Noda Y, Fukiyama K, Kumamoto K, Takishita S, Eto T, Kawasaki T, Omae T
Jpn Circ J. 1982 Jun;46(6):552-8. doi: 10.1253/jcj.46.552.
Plasma renin activity (PRA) was serially determined 0, 15, 30, 60 and 120 min following administration of furosemide in a dose of 40 mg intravenously (i.v.) and 80 mg orally (p.o.) at a one week interval in 10 healthy men. Following i.v. furosemide administration, PRA increased rapidly and reached a plateau level of 6.1 +/- 1.0 ng/ml/h (222 +/- 44% of the control), at 15 min and remained at about the same level throughout the remaining period of the study. In contrast, PRA increased progressively to a maximum level of 5.5 +/- 0.7 ng/ml/h (285 +/- 53% of the control), 120 min after p.o. furosemide. In case of p.o. furosemide, the increase in PRA was dependent on the doses used per body weight, and was significantly correlated with the cumulative sodium excretion by itself, or the cumulative sodium excretion adjusted by either the leanness index or the body surface area. Such relationships were not apparent after i.v. furosemide. These findings suggest that the response of renin release to furosemide in healthy men differs with the routes of administration and renin release with p.o. furosemide may be largely due to a net sodium loss, while mechanism(s) other than sodium loss may be involved in the early hypersecretion of renin with i.v. administration of furosemide.

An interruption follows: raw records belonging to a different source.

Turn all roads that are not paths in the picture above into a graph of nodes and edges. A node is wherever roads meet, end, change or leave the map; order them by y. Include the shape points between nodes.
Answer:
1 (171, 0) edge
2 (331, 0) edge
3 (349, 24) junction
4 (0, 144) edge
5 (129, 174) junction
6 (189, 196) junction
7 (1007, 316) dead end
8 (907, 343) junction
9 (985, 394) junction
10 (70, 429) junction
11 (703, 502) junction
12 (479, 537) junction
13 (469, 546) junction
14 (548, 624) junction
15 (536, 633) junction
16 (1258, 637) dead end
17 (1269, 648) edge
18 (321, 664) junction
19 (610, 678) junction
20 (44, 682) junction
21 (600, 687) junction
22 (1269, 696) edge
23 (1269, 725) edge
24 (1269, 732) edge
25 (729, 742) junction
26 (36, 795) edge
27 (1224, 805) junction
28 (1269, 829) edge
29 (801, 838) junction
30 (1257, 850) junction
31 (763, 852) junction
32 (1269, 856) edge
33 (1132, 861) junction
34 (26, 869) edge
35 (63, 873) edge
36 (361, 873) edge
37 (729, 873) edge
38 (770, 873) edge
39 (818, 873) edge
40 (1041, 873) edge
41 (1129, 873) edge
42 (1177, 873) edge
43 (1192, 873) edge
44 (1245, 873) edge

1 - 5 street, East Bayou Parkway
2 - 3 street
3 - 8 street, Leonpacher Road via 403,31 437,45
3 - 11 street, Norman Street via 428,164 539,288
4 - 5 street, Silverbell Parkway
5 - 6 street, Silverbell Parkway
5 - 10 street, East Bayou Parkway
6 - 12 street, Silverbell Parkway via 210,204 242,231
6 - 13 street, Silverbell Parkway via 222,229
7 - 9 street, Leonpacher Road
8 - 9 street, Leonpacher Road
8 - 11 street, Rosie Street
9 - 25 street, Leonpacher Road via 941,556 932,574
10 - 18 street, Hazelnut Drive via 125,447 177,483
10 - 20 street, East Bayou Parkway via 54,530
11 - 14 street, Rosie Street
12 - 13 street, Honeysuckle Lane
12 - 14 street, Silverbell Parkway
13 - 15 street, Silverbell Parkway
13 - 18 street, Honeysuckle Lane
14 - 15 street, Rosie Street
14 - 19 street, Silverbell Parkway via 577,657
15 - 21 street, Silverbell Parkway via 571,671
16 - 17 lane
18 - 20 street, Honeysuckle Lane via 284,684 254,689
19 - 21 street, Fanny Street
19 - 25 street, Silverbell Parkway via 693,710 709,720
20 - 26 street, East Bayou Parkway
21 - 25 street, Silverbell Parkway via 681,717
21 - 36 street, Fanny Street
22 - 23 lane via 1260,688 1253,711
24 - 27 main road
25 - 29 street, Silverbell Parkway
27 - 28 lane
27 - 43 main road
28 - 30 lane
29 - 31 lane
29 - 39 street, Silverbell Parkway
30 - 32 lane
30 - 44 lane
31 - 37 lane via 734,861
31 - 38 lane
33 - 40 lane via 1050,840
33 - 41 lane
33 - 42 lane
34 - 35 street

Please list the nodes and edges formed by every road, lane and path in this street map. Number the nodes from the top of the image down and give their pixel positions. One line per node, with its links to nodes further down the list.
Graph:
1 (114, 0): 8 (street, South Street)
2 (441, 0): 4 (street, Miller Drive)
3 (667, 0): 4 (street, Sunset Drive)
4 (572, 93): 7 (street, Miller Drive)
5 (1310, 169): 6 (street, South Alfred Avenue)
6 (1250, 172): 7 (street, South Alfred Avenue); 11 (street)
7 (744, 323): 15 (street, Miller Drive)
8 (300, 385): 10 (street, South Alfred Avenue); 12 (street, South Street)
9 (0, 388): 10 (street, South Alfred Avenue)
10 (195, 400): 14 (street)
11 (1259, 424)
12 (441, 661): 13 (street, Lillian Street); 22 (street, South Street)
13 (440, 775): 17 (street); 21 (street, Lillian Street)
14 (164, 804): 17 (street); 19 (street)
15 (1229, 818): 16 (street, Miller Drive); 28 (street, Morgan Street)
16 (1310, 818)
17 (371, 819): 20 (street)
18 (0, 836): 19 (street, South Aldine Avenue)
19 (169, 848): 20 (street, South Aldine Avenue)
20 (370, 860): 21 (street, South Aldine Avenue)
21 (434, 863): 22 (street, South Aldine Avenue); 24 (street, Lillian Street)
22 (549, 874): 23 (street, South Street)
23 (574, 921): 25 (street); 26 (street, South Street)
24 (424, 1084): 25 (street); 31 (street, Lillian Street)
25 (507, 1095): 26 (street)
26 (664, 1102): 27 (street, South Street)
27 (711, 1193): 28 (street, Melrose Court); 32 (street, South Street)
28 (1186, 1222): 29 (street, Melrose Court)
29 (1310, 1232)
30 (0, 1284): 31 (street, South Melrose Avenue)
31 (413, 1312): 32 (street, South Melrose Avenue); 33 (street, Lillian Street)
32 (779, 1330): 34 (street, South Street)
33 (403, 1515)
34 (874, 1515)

在10名健康男性中,以一周的间隔,静脉注射(i.v.)40mg和口服(p.o.)80mg速尿后,于0、15、30、60和120分钟连续测定血浆肾素活性(PRA)。静脉注射速尿后,PRA迅速升高,在15分钟时达到6.1±1.0ng/ml/h的平台水平(为对照值的222±44%),并在研究的剩余时间内维持在大致相同的水平。相比之下,口服速尿后120分钟,PRA逐渐升高至最高水平5.5±0.7ng/ml/h(为对照值的285±53%)。对于口服速尿,PRA的升高取决于每体重所用的剂量,并且与自身的累积钠排泄量,或根据瘦体重指数或体表面积调整后的累积钠排泄量显著相关。静脉注射速尿后,这种关系不明显。这些发现表明,健康男性中肾素释放对速尿的反应因给药途径而异,口服速尿时肾素释放可能主要归因于净钠丢失,而静脉注射速尿时肾素早期分泌过多可能涉及钠丢失以外的机制。